Antes solía secarme bien la cara con una toalla inmediatamente después de lavármela, ¡pero últimamente he intentado cambiar un poco mi método!
Después de lavarme la cara, suelo secármela suavemente con las manos hasta que el agua gotee, y luego la dejo secar al natural sin frotarla con una toalla.

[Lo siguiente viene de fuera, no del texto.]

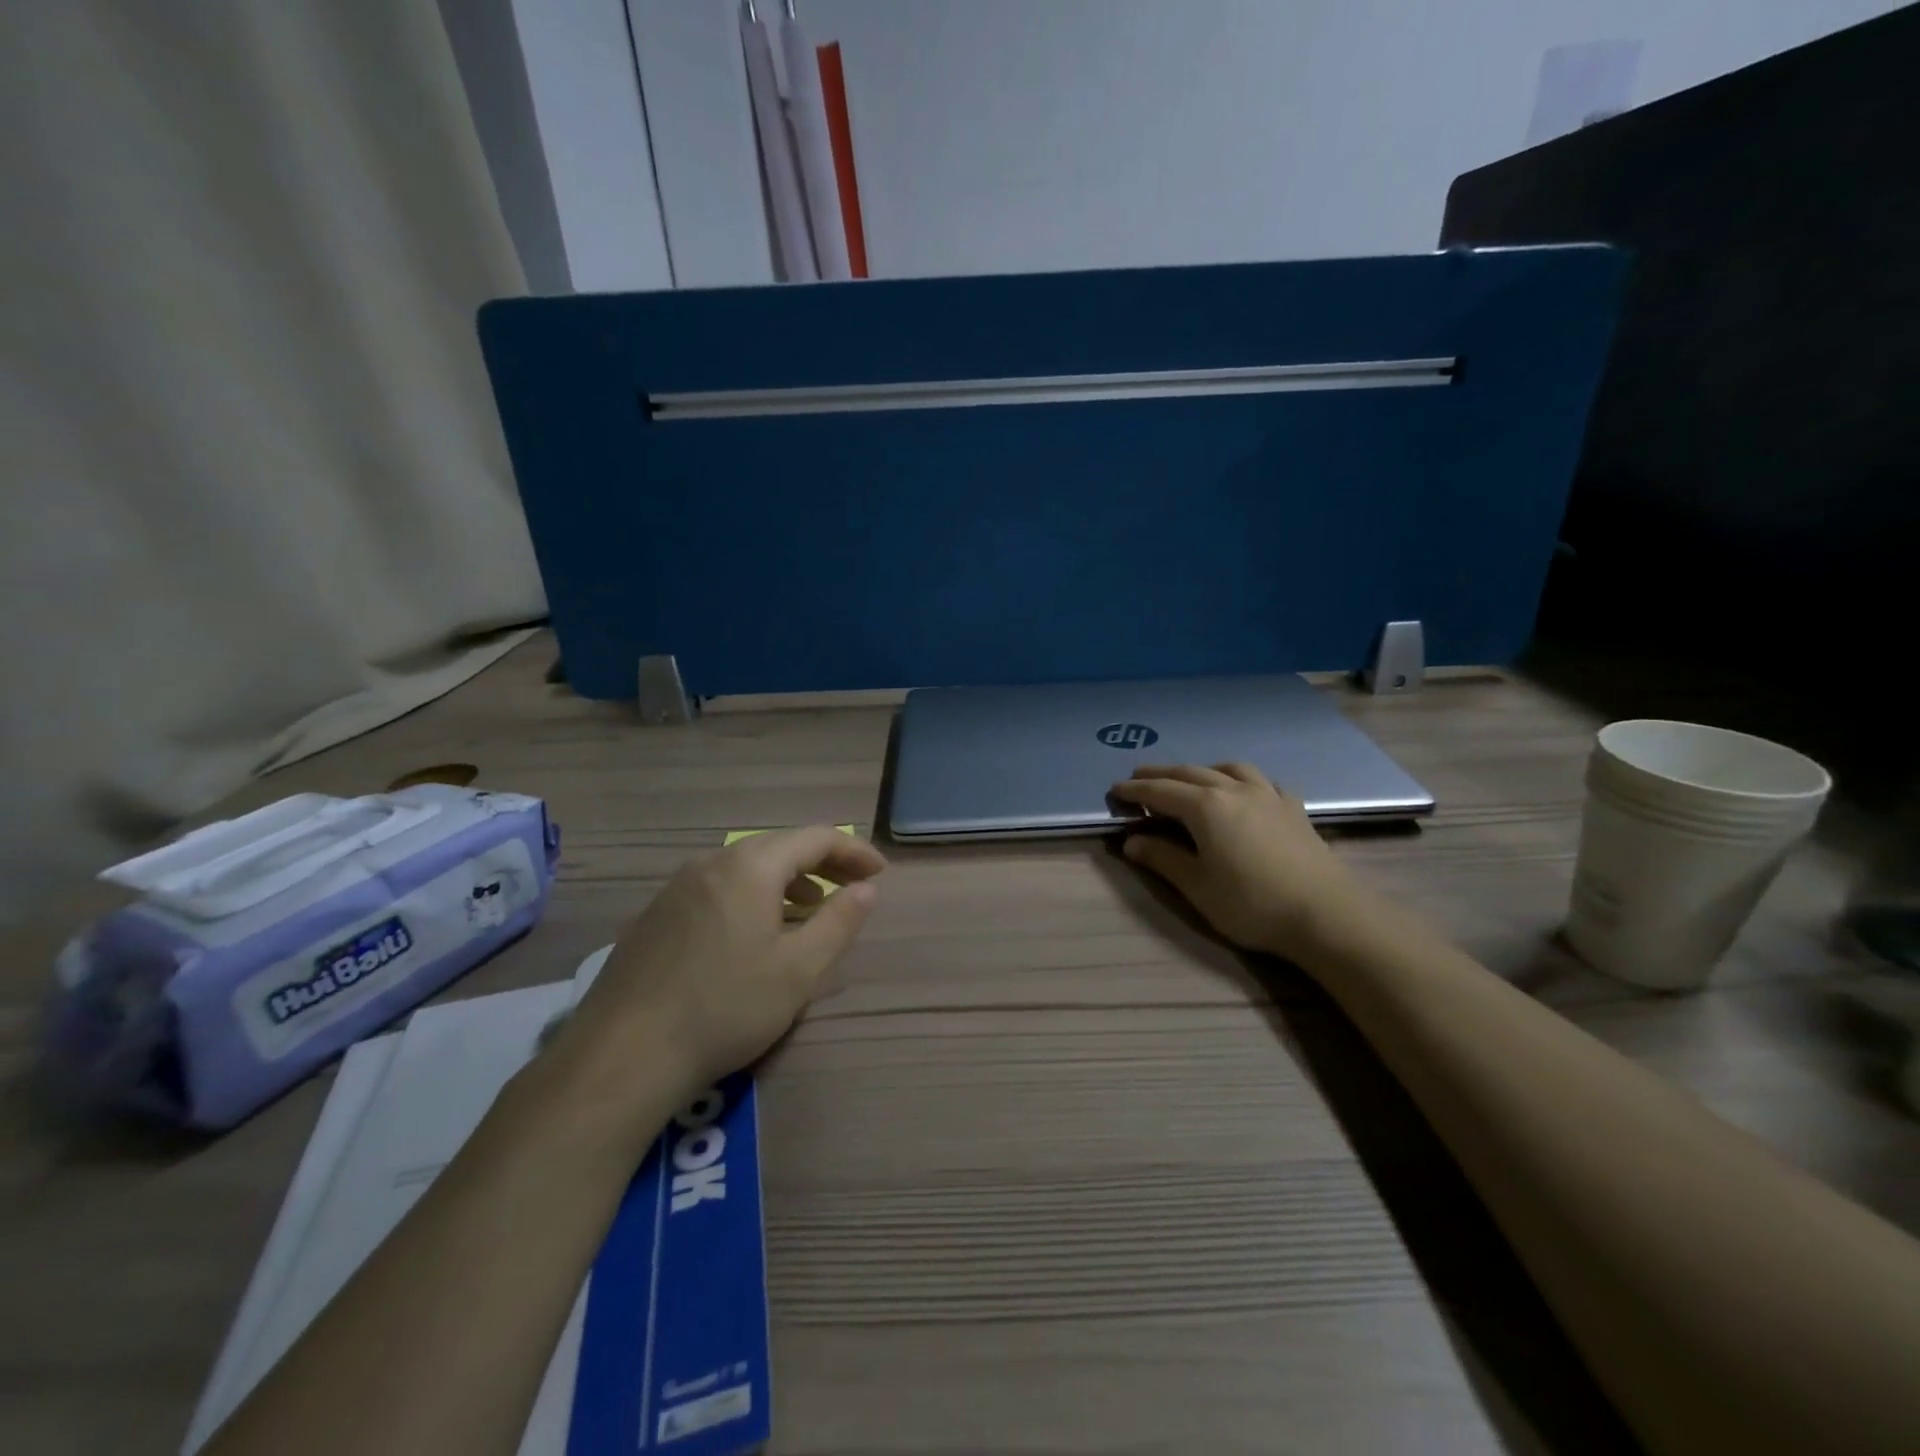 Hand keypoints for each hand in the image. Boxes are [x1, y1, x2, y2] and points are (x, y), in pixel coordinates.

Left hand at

Y me aplico los productos básicos para el cuidado de la piel inmediatamente, mientras la piel aún está ligeramente húmeda.
Al principio pensé que sería desagradable, pero en realidad, desde que dejé de frotarme la cara con la toalla varias veces, mi piel se sentía menos irritada.
Sobre todo en los días en que solía experimentar enrojecimiento justo después de lavarme la cara, me sentí más cómoda que antes y la tirantez de mi piel pareció haber disminuido un poco.
Por supuesto, pueden existir diferencias individuales, pero en mi caso, simplemente reducir la fricción con la toalla parece haber mejorado el estado de mi piel, ¡así que lo practico constantemente!
Antes me resultaba un engorro tener que cambiar las toallas con frecuencia porque me preocupaba la proliferación de bacterias, pero ahora me preocupo un poco menos por eso.